For further answer and by way of cross demand the same facts are substantially again alleged; that the car so bought of the plaintiff instead of being worth $1,350 is and was of no value whatsoever; and that by reason of the failure of the plaintiff to fix the car so that it would work or give the defendant a new car as it agreed to do, the defendant has been damaged in the sum of $1,350, and judgment is demanded therefor. The reply denies generally the allegations of the answer and cross demand, and also specifically that [229]*229the Stude'baker Colorado Vehicle Company was the representative and agent of the plaintiff in 1910 or at any other time.

The cause was tried to a jury, without any evidence being offered by the plaintiff in support of its claims alleged in the petition, and a verdict was returned in favor of the defendant for $550. Judgment was entered upon the verdict, after the overruling of plaintiff’s motion for a new trial, and the plaintiff brings error. It is stated in the brief for each of the parties that prior to the trial the plaintiff dismissed its cause of action, and the case will be considered on that theory, though there is nothing in the record showing such dismissal, except a mere reference to the fact thereof at one place in the transcript of the testimony and plaintiff’s failure to produce any evidence in support of the petition. Whether or not there was a formal dismissal, it is at least evident that the plaintiff abandoned its alleged cause of action, and the case appears to have proceeded to trial on the defendant’s counterclaim under the provision of the statute (Comp. Stat. 1910, Sec. 4611) that where a counterclaim is pleaded the defendant may proceed to the trial of his claim, although the plaintiff has dismissed his action or fails to appear.

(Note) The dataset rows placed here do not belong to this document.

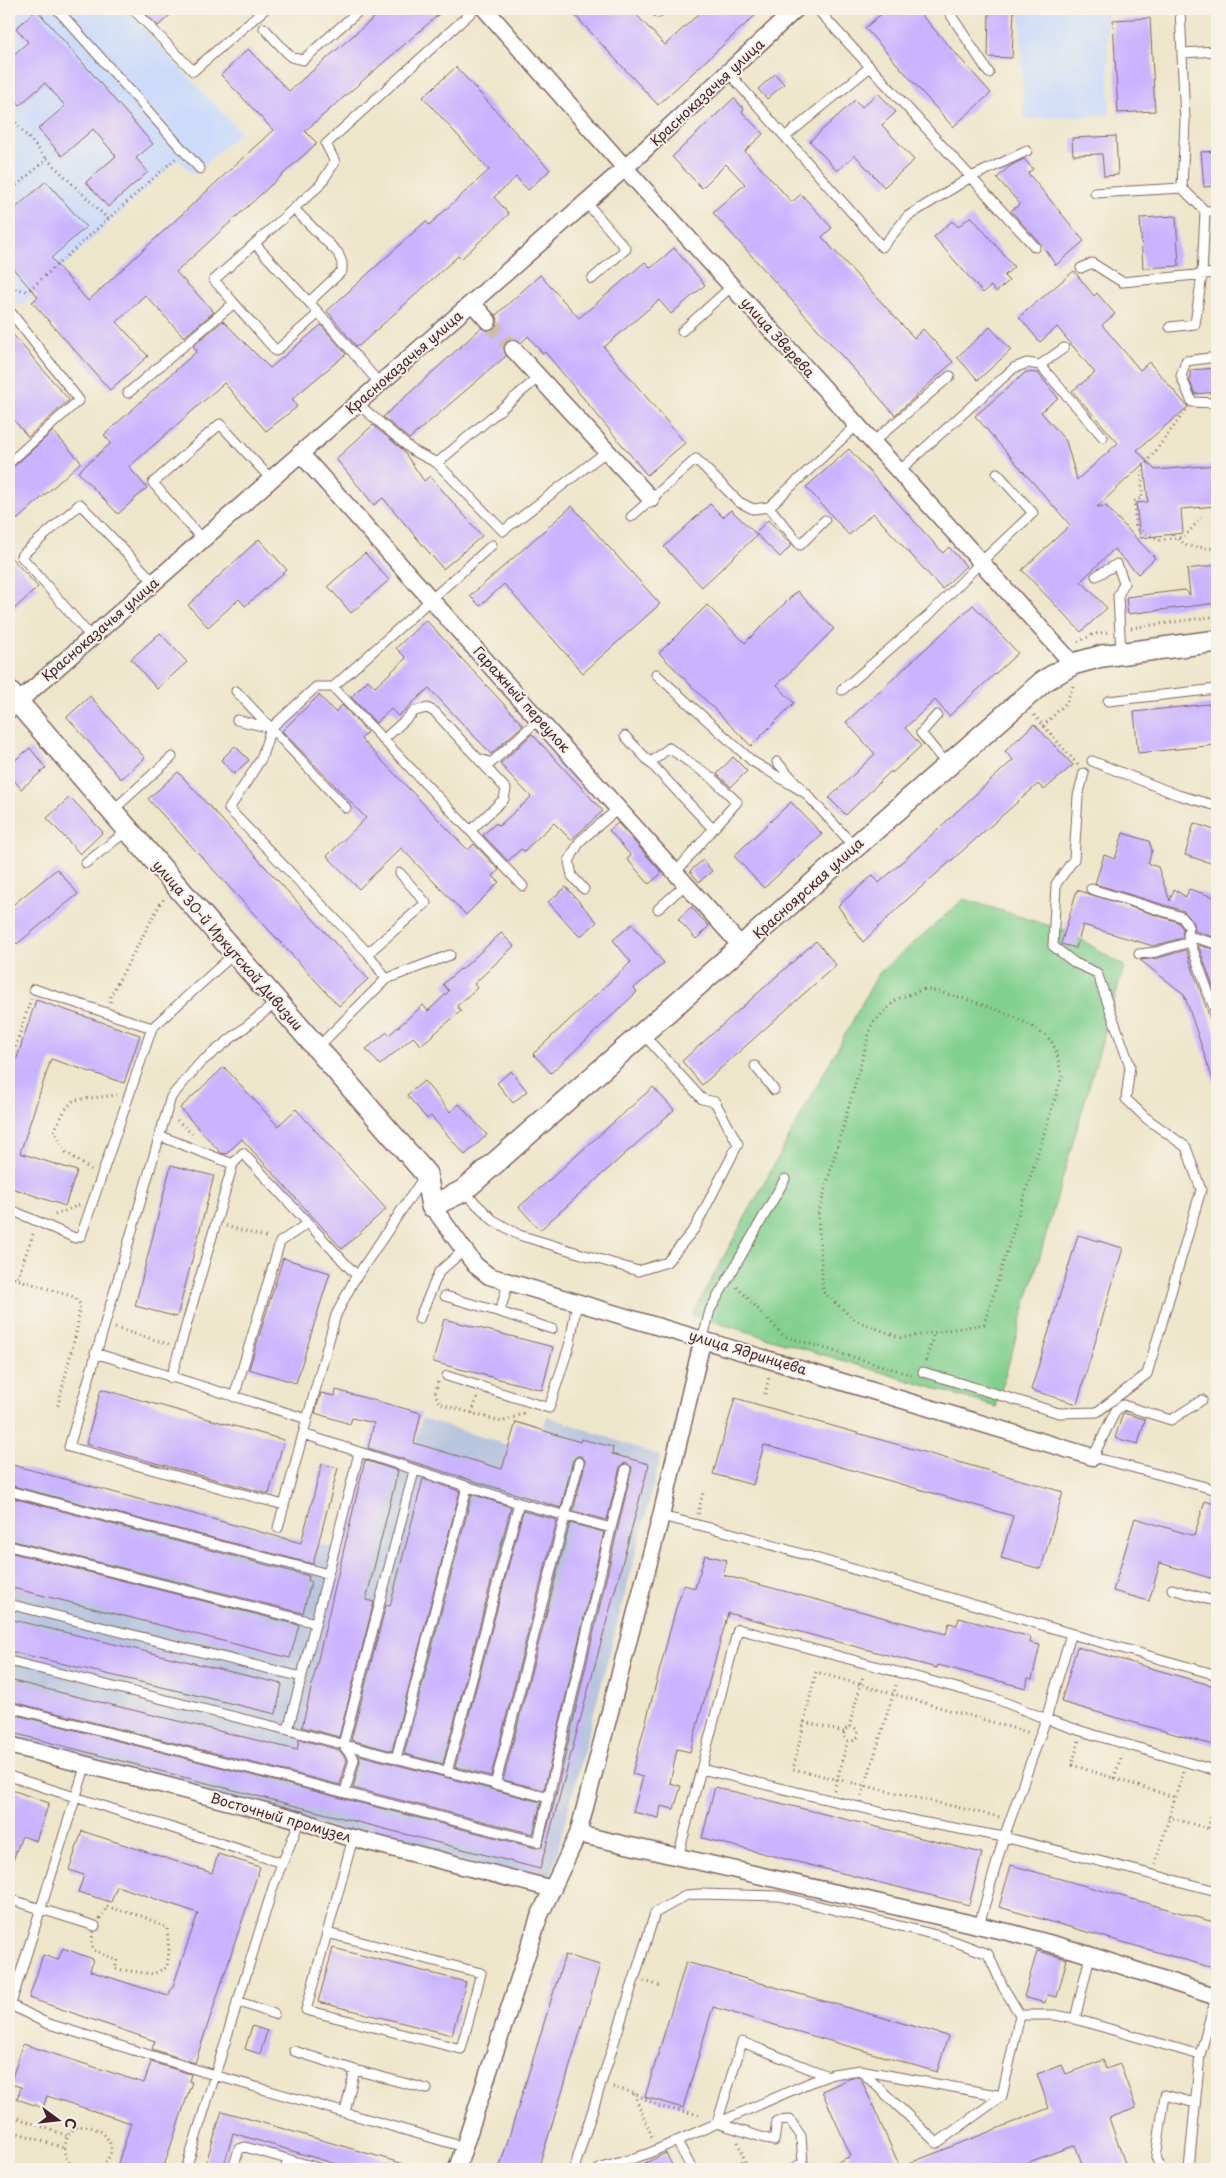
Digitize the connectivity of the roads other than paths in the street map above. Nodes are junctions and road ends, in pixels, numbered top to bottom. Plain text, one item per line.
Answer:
1 (57, 9) edge
2 (133, 9) edge
3 (265, 9) edge
4 (361, 9) edge
5 (475, 9) edge
6 (484, 9) edge
7 (654, 9) edge
8 (662, 9) edge
9 (796, 9) edge
10 (817, 9) edge
11 (947, 9) edge
12 (1180, 9) edge
13 (264, 28) dead end
14 (1217, 51) edge
15 (1182, 53) junction
16 (870, 67) junction
17 (728, 72) junction
18 (989, 72) dead end
19 (785, 137) junction
20 (1028, 151) dead end
21 (625, 168) junction
22 (200, 169) dead end
23 (972, 177) junction
24 (1182, 188) junction
25 (1095, 193) dead end
26 (586, 202) junction
27 (294, 209) junction
28 (1205, 211) junction
29 (1217, 211) edge
30 (255, 244) junction
31 (1035, 247) dead end
32 (1081, 268) dead end
33 (1217, 273) edge
34 (1202, 274) junction
35 (592, 279) dead end
36 (732, 286) junction
37 (309, 302) junction
38 (234, 303) junction
39 (472, 303) junction
40 (9, 310) edge
41 (319, 313) junction
42 (488, 321) tunnel mouth
43 (1170, 327) dead end
44 (682, 332) dead end
45 (1064, 348) dead end
46 (513, 349) tunnel mouth
47 (1209, 358) dead end
48 (1040, 366) junction
49 (950, 376) dead end
50 (539, 378) junction
51 (380, 384) junction
52 (128, 394) dead end
53 (358, 403) junction
54 (1217, 403) edge
55 (857, 424) junction
56 (1103, 437) dead end
57 (873, 442) junction
58 (607, 451) junction
59 (300, 453) junction
60 (9, 463) edge
61 (437, 463) junction
62 (899, 471) junction
63 (997, 473) dead end
64 (271, 479) junction
65 (651, 499) junction
66 (769, 507) junction
67 (632, 516) dead end
68 (825, 520) dead end
69 (202, 539) junction
70 (492, 545) dead end
71 (981, 562) junction
72 (1096, 576) dead end
73 (154, 582) junction
74 (433, 600) junction
75 (91, 637) junction
76 (1217, 641) edge
77 (1121, 654) junction
78 (656, 674) dead end
79 (1073, 674) junction
80 (333, 687) junction
81 (1217, 689) edge
82 (842, 690) dead end
83 (236, 691) dead end
84 (1108, 701) dead end
85 (12, 702) edge
86 (937, 715) dead end
87 (539, 719) junction
88 (237, 720) dead end
89 (271, 728) junction
90 (625, 736) dead end
91 (383, 740) junction
92 (172, 757) dead end
93 (478, 759) junction
94 (1092, 761) dead end
95 (777, 762) dead end
96 (650, 763) junction
97 (948, 765) junction
98 (1084, 775) road end
99 (807, 794) junction
100 (1217, 806) edge
101 (346, 808) dead end
102 (619, 808) junction
103 (112, 812) junction
104 (712, 829) junction
105 (128, 830) junction
106 (470, 831) junction
107 (854, 846) junction
108 (86, 862) dead end
109 (400, 873) dead end
110 (681, 878) junction
111 (523, 886) dead end
112 (1091, 888) dead end
113 (584, 889) dead end
114 (658, 909) dead end
115 (1189, 939) junction
116 (1217, 944) edge
117 (742, 947) junction
118 (235, 953) junction
119 (368, 953) junction
120 (1139, 954) dead end
121 (450, 955) dead end
122 (386, 979) junction
123 (34, 989) road end
124 (278, 1002) junction
125 (1217, 1016) edge
126 (152, 1028) junction
127 (643, 1034) junction
128 (317, 1048) junction
129 (756, 1066) dead end
130 (774, 1090) dead end
131 (160, 1136) junction
132 (233, 1164) junction
133 (426, 1174) junction
134 (785, 1179) dead end
135 (463, 1191) junction
136 (432, 1206) junction
137 (9, 1209) edge
138 (308, 1223) junction
139 (464, 1250) junction
140 (357, 1276) junction
141 (508, 1283) junction
142 (445, 1296) dead end
143 (577, 1302) junction
144 (500, 1312) junction
145 (419, 1319) dead end
146 (552, 1329) dead end
147 (703, 1338) junction
148 (95, 1354) junction
149 (923, 1372) road end
150 (447, 1376) road end
151 (171, 1378) junction
152 (234, 1397) junction
153 (1202, 1400) dead end
154 (307, 1419) junction
155 (303, 1434) junction
156 (359, 1454) junction
157 (1093, 1457) junction
158 (579, 1462) dead end
159 (626, 1470) dead end
160 (414, 1471) junction
161 (467, 1487) junction
162 (1217, 1490) edge
163 (9, 1492) edge
164 (519, 1503) junction
165 (284, 1505) junction
166 (565, 1516) junction
167 (661, 1516) junction
168 (278, 1528) dead end
169 (611, 1528) junction
170 (9, 1546) edge
171 (328, 1574) junction
172 (1172, 1589) dead end
173 (1217, 1602) edge
174 (9, 1604) edge
175 (316, 1623) junction
176 (1079, 1636) junction
177 (9, 1661) edge
178 (1217, 1675) edge
179 (302, 1677) junction
180 (9, 1707) edge
181 (1046, 1719) junction
182 (288, 1730) junction
183 (9, 1745) edge
184 (343, 1745) junction
185 (396, 1759) junction
186 (86, 1764) junction
187 (701, 1769) junction
188 (1217, 1771) edge
189 (447, 1772) junction
190 (9, 1776) edge
191 (495, 1785) junction
192 (345, 1792) junction
193 (76, 1797) junction
194 (549, 1798) junction
195 (300, 1820) junction
196 (578, 1834) junction
197 (1004, 1837) junction
198 (353, 1838) junction
199 (678, 1857) junction
200 (282, 1863) junction
201 (553, 1889) junction
202 (1217, 1891) edge
203 (9, 1900) edge
204 (40, 1909) junction
205 (979, 1925) junction
206 (95, 1926) road end
207 (327, 1933) junction
208 (1090, 1956) junction
209 (1217, 1997) edge
210 (237, 2001) junction
211 (9, 2006) edge
212 (274, 2014) dead end
213 (1020, 2015) junction
214 (1075, 2019) junction
215 (294, 2051) dead end
216 (1200, 2055) junction
217 (354, 2070) junction
218 (860, 2070) junction
219 (214, 2075) junction
220 (828, 2076) junction
221 (427, 2089) dead end
222 (1002, 2096) junction
223 (1195, 2103) junction
224 (345, 2112) junction
225 (717, 2121) junction
226 (677, 2141) junction
227 (464, 2147) junction
228 (288, 2159) junction
229 (186, 2169) edge
230 (233, 2169) edge
231 (285, 2169) edge
232 (322, 2169) edge
233 (457, 2169) edge
234 (574, 2169) edge
235 (599, 2169) edge
236 (692, 2169) edge
237 (792, 2169) edge
238 (1161, 2169) edge
239 (1189, 2169) edge

1 - 22 lane
2 - 3 lane
4 - 13 lane
5 - 27 lane
6 - 21 street, улица Зверева
7 - 8 lane
9 - 17 street, Красноказачья улица
10 - 16 lane
11 - 18 lane
12 - 15 lane
14 - 15 lane
15 - 24 lane
16 - 19 lane
16 - 23 lane
17 - 19 lane
17 - 21 street, Красноказачья улица
19 - 23 lane
20 - 23 lane
21 - 26 street, Красноказачья улица
21 - 36 street, улица Зверева
23 - 31 lane
24 - 25 lane
24 - 28 lane
26 - 35 lane
26 - 39 street, Красноказачья улица
27 - 30 lane
27 - 37 lane
28 - 29 lane
28 - 34 lane
30 - 37 lane
30 - 38 lane
32 - 34 lane
33 - 34 lane
34 - 43 lane
36 - 44 lane
36 - 55 street, улица Зверева
37 - 41 lane
38 - 41 lane
38 - 52 lane
39 - 42 street
39 - 51 street, Красноказачья улица
40 - 60 lane
41 - 51 lane
45 - 48 lane
46 - 50 street
47 - 54 lane
48 - 56 lane
48 - 62 lane
49 - 57 lane
50 - 58 street
50 - 61 lane
51 - 53 street, Красноказачья улица
53 - 59 street, Красноказачья улица
53 - 61 lane
55 - 57 street, улица Зверева
55 - 66 lane
57 - 62 street, улица Зверева
58 - 61 lane
58 - 65 street
59 - 64 street, Красноказачья улица
59 - 74 street, Гаражный переулок
62 - 71 street, улица Зверева
63 - 71 lane
64 - 69 street, Красноказачья улица
64 - 69 lane
65 - 66 lane
65 - 67 lane
66 - 68 lane
69 - 73 street, Красноказачья улица
70 - 74 lane
71 - 79 street, улица Зверева
71 - 82 lane
72 - 77 lane
73 - 75 street, Красноказачья улица
73 - 75 lane
74 - 80 lane
74 - 87 street, Гаражный переулок
75 - 85 street, Красноказачья улица
76 - 77 street, Красноярская улица
77 - 79 street, Красноярская улица
78 - 99 lane
79 - 97 street, Красноярская улица
80 - 89 lane
80 - 91 lane
81 - 84 lane
83 - 89 lane
85 - 103 street, улица 30-й Иркутской Дивизии
86 - 97 lane
87 - 93 lane
87 - 102 street, Гаражный переулок
88 - 89 lane
89 - 101 lane
89 - 119 lane
90 - 96 lane
91 - 93 lane
91 - 106 lane
92 - 103 lane
93 - 106 lane
94 - 100 lane
95 - 99 lane
96 - 104 lane
96 - 104 lane
97 - 107 street, Красноярская улица
98 - 149 lane
99 - 107 lane
102 - 110 street, Гаражный переулок
102 - 113 lane
103 - 105 street, улица 30-й Иркутской Дивизии
104 - 110 lane
105 - 108 lane
105 - 118 street, улица 30-й Иркутской Дивизии
106 - 111 lane
107 - 117 street, Красноярская улица
109 - 119 lane
110 - 114 lane
110 - 117 street, Гаражный переулок
112 - 115 lane
115 - 116 lane
115 - 120 lane
115 - 125 lane
117 - 127 street, Красноярская улица
118 - 124 street, улица 30-й Иркутской Дивизии
118 - 126 lane
119 - 122 lane
121 - 122 lane
122 - 128 lane
123 - 126 lane
124 - 128 street, улица 30-й Иркутской Дивизии
124 - 131 lane
126 - 137 lane
127 - 135 street, Красноярская улица
127 - 135 lane
128 - 133 street, улица 30-й Иркутской Дивизии
129 - 130 lane
131 - 132 lane
131 - 148 lane
132 - 138 lane
132 - 151 lane
133 - 136 street
133 - 140 lane
134 - 147 lane
135 - 136 street, Красноярская улица
136 - 139 street, улица Ядринцева
138 - 140 lane
138 - 152 lane
139 - 141 street, улица Ядринцева
139 - 145 lane
140 - 154 lane
141 - 143 street, улица Ядринцева
141 - 144 lane
142 - 144 lane
143 - 147 street, улица Ядринцева
143 - 150 lane
144 - 146 lane
147 - 157 street, улица Ядринцева
147 - 167 street
148 - 151 lane
148 - 165 lane
151 - 152 lane
152 - 154 lane
153 - 157 lane
154 - 155 lane
155 - 156 lane
155 - 165 lane
156 - 160 lane
156 - 171 lane
157 - 162 lane
158 - 166 lane
159 - 169 lane
160 - 161 lane
160 - 184 lane
161 - 164 lane
161 - 185 lane
163 - 171 lane
164 - 166 lane
164 - 189 lane
165 - 168 lane
166 - 169 lane
166 - 191 lane
167 - 176 lane
167 - 196 street
169 - 194 lane
170 - 175 lane
171 - 175 lane
172 - 173 lane
174 - 179 lane
175 - 179 lane
176 - 178 lane
176 - 181 lane
177 - 182 lane
179 - 182 lane
180 - 192 lane
181 - 187 lane
181 - 188 lane
181 - 197 lane
182 - 184 lane
183 - 186 street, Восточный промузел
184 - 185 lane
184 - 192 lane
185 - 189 lane
186 - 193 lane
186 - 195 street, Восточный промузел
187 - 197 lane
187 - 199 lane
189 - 191 lane
190 - 193 lane
191 - 194 lane
192 - 194 lane
193 - 200 lane
193 - 204 lane
195 - 198 street, Восточный промузел
195 - 200 lane
196 - 199 street
196 - 201 street
197 - 202 lane
197 - 205 lane
198 - 201 street, Восточный промузел
198 - 207 lane
199 - 205 street
200 - 210 lane
201 - 227 street
203 - 204 lane
204 - 206 lane
204 - 211 lane
205 - 208 street
207 - 207 lane
208 - 209 street
208 - 214 lane
209 - 216 lane
210 - 212 lane
210 - 219 lane
211 - 219 lane
213 - 214 lane
213 - 222 lane
213 - 234 lane
214 - 216 lane
215 - 217 lane
216 - 223 lane
217 - 221 lane
217 - 224 lane
218 - 220 lane
218 - 222 lane
218 - 222 lane
219 - 224 lane
219 - 229 lane
220 - 225 lane
220 - 225 lane
223 - 238 lane
223 - 239 lane
224 - 227 lane
225 - 226 lane
225 - 237 lane
226 - 235 lane
226 - 236 lane
227 - 233 street
228 - 230 lane
228 - 231 lane
228 - 232 lane

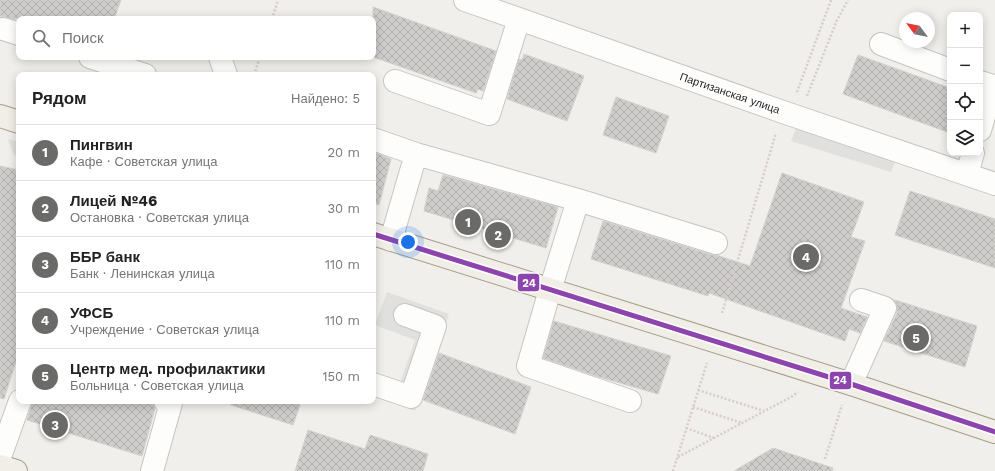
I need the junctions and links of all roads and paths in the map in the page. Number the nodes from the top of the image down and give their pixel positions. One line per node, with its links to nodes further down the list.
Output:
1 (278, 0): 5 (path)
2 (465, 0): 6 (street, Партизанская улица)
3 (831, 0): 17 (path)
4 (848, 0): 17 (path)
5 (273, 16)
6 (520, 19): 15 (street); 17 (street, Партизанская улица)
7 (881, 44): 11 (street)
8 (99, 60): 12 (street)
9 (221, 60): 13 (street)
10 (259, 60): 14 (path)
11 (947, 69)
12 (136, 72)
13 (225, 72)
14 (255, 72)
15 (395, 81)
16 (983, 83): 19 (street)
17 (792, 109): 24 (street, Партизанская улица); 31 (path)
18 (0, 116): 20 (main road)
19 (983, 120)
20 (16, 121)
21 (376, 140): 22 (street)
22 (416, 154): 26 (street); 27 (street)
23 (972, 156): 24 (street)
24 (967, 174): 25 (street, Партизанская улица)
25 (995, 184)
26 (578, 200): 28 (street); 29 (street)
27 (382, 237): 29 (main road)
28 (716, 243)
29 (550, 290): 34 (main road); 38 (street)
30 (861, 300): 34 (street)
31 (722, 312)
32 (405, 315): 35 (street)
33 (708, 358): 36 (path)
34 (851, 384): 46 (main road)
35 (376, 385)
36 (698, 390): 42 (path); 43 (path)
37 (791, 397): 43 (path)
38 (630, 401)
39 (19, 404): 48 (street)
40 (171, 404): 53 (street)
41 (842, 404): 50 (path)
42 (693, 407): 44 (path); 45 (path)
43 (764, 411): 44 (path)
44 (742, 423): 47 (path)
45 (686, 428): 47 (path); 49 (path)
46 (994, 430)
47 (714, 438): 49 (path)
48 (0, 456)
49 (677, 458): 54 (path)
50 (825, 459)
51 (0, 466): 52 (main road)
52 (16, 471)
53 (152, 471)
54 (673, 471)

The first question to be considered is whether defendant’s alleged cause of action is pleadable as a counterclaim in this action, counsel for the plaintiff contending that it is not. It is argued in support of that contention that the counterclaim could not have arisen out of the contract or transaction set forth in the petition as the foundation of the plaintiff’s claim, since the defendant’s cause of action, if established, accrued before the indebtedness sued on by the plaintiff was incurred; and that it is not connected with the subject of the action, for that was to recover an alleged amount due upon an account for supplies and labor in repairing an automobile, and although the car sold to defendant was the one repaired it does not appear that such repairs were required by the alleged warranty or made necessary by the breach there[230]*230of. But counsel are mistaken in assuming by their argument that the account sued on had no relation to the sale and purchase of the car or the alleged warranty thereof. Although it does not seem to be specifically alleged in the answer that the various items of supplies and labor stated in the account sued on were for the repair or work upon defendant’s said car, we think that fact might fairly be inferred from what is alleged; and the evidence shows, or at least tends strongly to show, that such supplies were furnished and the labor performed for and upon said car in an attempt to remedy the defect which prevented it from working properly;, unless the evidence to that effect should be excluded on the ground that there was no proper or sufficient proof that the party from whom the defendant purchased the car and who made the repairs or did the work upon the car was plaintiff’s agent. The evidence respecting these matters will be more specifically referred to,when considering other questions in the case.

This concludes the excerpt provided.